Two stage encoder based solution for paraphrase detection, achieved 1st rank in CRI-COMP-2022 Text Paraphrase Competition (leaderboard page)
This repository contains two staged solution for CRI-Competition 2022 using encoders. First stage uses fine-tuned bi-encoder to generate predictions. Second stage uses pretrained transformers to generate final dense prediction pairs.
The idea is that cross encoders give better predictions/performance in sentence similarity task however in the provided dataset of around 100k samples, simply comparing scores for all the pairs will lead to around 10B pairs (simply impractical). And thus, we first generate sparse prediction pairs using much efficient bi-encoder (fine-tuned in our case) using sentence-transformer library along with custom post processing function. Finally we generate dense predictions using pretrained cross encoder and final post processing.
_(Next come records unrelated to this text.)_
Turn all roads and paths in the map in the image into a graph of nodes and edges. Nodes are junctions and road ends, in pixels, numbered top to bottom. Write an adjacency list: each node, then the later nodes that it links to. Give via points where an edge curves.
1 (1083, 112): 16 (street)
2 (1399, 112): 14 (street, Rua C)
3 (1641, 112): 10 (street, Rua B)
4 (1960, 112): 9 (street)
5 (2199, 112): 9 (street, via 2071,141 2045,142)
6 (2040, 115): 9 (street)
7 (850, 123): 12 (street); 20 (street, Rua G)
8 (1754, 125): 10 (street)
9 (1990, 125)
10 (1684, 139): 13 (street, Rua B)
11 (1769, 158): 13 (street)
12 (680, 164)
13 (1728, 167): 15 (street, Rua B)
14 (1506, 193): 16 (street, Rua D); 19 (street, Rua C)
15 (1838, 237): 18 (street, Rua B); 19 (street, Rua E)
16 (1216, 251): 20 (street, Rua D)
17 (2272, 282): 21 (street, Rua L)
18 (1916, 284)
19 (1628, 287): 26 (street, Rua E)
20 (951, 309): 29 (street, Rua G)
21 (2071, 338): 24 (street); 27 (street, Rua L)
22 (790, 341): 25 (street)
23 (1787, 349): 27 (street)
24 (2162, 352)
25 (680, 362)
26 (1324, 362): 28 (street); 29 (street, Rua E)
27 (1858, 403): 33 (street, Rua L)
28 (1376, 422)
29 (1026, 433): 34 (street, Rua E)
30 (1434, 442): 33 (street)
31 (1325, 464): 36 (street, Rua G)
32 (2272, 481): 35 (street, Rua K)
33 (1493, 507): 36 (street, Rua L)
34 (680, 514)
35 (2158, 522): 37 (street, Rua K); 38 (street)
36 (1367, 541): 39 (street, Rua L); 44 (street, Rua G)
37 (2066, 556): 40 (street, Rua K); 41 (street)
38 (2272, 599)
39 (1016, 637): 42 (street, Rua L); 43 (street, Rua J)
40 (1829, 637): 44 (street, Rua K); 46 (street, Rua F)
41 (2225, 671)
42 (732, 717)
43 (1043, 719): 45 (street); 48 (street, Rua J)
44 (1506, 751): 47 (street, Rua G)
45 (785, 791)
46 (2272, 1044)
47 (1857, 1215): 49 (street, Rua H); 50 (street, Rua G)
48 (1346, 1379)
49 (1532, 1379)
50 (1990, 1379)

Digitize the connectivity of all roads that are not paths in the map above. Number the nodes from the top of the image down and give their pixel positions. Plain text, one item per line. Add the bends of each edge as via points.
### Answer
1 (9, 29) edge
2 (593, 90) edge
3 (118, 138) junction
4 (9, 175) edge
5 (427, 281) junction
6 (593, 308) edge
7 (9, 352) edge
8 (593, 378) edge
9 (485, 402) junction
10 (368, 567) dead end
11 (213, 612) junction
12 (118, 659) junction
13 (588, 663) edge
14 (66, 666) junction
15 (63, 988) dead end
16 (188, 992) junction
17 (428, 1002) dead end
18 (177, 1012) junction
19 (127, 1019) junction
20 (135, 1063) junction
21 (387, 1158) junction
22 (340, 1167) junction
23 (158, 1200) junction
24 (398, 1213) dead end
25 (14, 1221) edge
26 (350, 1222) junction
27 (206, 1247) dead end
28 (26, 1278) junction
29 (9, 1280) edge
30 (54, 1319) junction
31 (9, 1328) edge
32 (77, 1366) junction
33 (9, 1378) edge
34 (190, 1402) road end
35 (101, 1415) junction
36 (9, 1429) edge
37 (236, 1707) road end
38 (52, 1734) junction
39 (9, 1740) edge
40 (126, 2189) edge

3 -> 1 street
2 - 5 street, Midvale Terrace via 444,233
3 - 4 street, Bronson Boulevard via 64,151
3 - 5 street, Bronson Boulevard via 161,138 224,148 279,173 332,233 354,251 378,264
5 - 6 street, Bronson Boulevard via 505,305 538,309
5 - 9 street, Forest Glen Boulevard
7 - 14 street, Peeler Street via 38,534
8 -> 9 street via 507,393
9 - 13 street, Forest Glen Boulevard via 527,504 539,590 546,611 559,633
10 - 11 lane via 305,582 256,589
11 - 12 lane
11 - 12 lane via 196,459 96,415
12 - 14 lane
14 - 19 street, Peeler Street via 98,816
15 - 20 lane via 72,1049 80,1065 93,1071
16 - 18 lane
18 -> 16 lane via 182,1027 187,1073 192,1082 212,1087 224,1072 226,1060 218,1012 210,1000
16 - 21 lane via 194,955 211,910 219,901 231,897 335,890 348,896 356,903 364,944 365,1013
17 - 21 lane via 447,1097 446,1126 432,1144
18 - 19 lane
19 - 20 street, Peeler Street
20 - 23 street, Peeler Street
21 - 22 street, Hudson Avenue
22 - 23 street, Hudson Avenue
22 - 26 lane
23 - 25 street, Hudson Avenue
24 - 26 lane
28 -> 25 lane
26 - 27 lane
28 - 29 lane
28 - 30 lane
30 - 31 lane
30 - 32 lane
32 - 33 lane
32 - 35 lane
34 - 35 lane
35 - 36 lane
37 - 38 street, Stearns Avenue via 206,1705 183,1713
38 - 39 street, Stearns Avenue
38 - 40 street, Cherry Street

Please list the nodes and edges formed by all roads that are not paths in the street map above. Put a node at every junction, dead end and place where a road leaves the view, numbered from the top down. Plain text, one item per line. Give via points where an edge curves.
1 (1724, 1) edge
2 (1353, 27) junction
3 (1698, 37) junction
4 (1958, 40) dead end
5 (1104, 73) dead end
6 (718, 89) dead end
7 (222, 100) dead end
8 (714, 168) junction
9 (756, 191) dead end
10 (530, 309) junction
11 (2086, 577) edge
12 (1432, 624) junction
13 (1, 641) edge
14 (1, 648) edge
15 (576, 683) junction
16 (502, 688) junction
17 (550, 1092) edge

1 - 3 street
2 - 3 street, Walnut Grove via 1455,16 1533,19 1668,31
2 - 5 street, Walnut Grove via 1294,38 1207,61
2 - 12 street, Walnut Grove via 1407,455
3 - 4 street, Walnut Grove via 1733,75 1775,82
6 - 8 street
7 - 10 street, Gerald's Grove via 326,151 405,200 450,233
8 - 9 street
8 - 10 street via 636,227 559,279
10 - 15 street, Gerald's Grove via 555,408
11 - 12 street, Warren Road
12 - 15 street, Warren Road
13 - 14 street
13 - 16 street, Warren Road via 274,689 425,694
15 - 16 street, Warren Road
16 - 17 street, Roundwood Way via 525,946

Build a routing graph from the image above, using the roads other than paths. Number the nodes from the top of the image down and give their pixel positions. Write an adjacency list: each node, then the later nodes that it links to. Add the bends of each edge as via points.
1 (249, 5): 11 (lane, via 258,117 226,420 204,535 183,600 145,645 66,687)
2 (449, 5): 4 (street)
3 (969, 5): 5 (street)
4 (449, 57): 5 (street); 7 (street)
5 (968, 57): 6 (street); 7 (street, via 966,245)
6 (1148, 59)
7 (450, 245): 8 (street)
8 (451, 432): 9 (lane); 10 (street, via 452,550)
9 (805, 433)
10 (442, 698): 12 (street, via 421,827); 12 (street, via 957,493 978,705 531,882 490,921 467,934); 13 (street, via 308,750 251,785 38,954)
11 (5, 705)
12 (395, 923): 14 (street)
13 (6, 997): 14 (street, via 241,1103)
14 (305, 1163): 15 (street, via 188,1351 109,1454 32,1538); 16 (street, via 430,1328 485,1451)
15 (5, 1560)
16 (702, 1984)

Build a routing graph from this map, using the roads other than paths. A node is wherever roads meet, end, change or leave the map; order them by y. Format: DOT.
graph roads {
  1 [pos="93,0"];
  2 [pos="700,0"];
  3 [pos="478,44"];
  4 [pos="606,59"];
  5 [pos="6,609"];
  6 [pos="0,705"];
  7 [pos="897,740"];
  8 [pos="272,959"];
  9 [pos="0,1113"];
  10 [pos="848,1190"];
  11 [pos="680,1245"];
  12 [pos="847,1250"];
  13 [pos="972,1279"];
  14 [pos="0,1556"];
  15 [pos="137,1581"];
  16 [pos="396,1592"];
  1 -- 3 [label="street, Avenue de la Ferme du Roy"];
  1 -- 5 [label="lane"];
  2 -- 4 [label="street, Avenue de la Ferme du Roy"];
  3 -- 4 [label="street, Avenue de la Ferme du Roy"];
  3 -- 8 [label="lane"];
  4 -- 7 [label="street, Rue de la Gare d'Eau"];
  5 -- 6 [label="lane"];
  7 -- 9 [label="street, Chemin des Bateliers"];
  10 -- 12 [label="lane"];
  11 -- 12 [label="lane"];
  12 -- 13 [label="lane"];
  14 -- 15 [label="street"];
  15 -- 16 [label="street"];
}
- I used pre-trained sentence transformer model:
paraphrase-multilingual-mpnet-base-v2
- Fine tuned for 2 epochs on the training dataset with some target smoothing to avoid overfitting
- Used fine-tuned model to extract embeddings for each sentence in the validation dataset
- Used cosine similarity to compare the embeddings and find the closest pairs
- Applied threshold filtering based on validation dataset to cover most of the sentences (high recall) but not necessarily best F1-score result (since it will lower the recall but increase the precision which is not enough for stage 2)
- As there can only be one pair with unique sentence ID, I filtered with maximum likelihood of pair confidence generated by model.
- I used pre-trained cross encoder model:
stsb-roberta-large
- Cross encoder directly takes pair as an input and outputs the pair confidence score
- Used intermediate generated pairs to generate dense predictions using cross encoder
- Applied thresholding to filter the pairs with high confidence score
- Maximum likehood pair per unique Sentence ID is used
- finally one extra post processing condition is added: if score(id1,id2) > score(id2,id3) include id1,id2 pair else include id2,id3 pair
- Install the required libraries using
pip install -r requirements.txt
- Put the required dataset files inside
data/
directory (includesindices
,validation_text
,training_text
,training/info
,validation_eval_new.csv
etc) - Run the training script
python stage_1_training.py
- Update the fine-tuned bi-encoder model path inside
stage_1_inference.py
file - Generate the sparse prediction using script
python stage_1_inference.py
- Generate the final dense predictions using script
python stage_2_inference.py
- Compare the results using evaluation script
python evaluation.py --ans data/validation_eval_new.csv --evl cross_enc_result_0.66.csv
- The results are not exactly the same always due to some randomness introduced in stage 1 training sample generation. However, after a few experiments you should be able to achieve good score.
- The results are as follows (random run, not my best):
Recall: 0.7294955122253173
Precision: 0.8105226960110041
F1-score: 0.7678775044795569
This still achieves the best score on leaderboard with rank 1.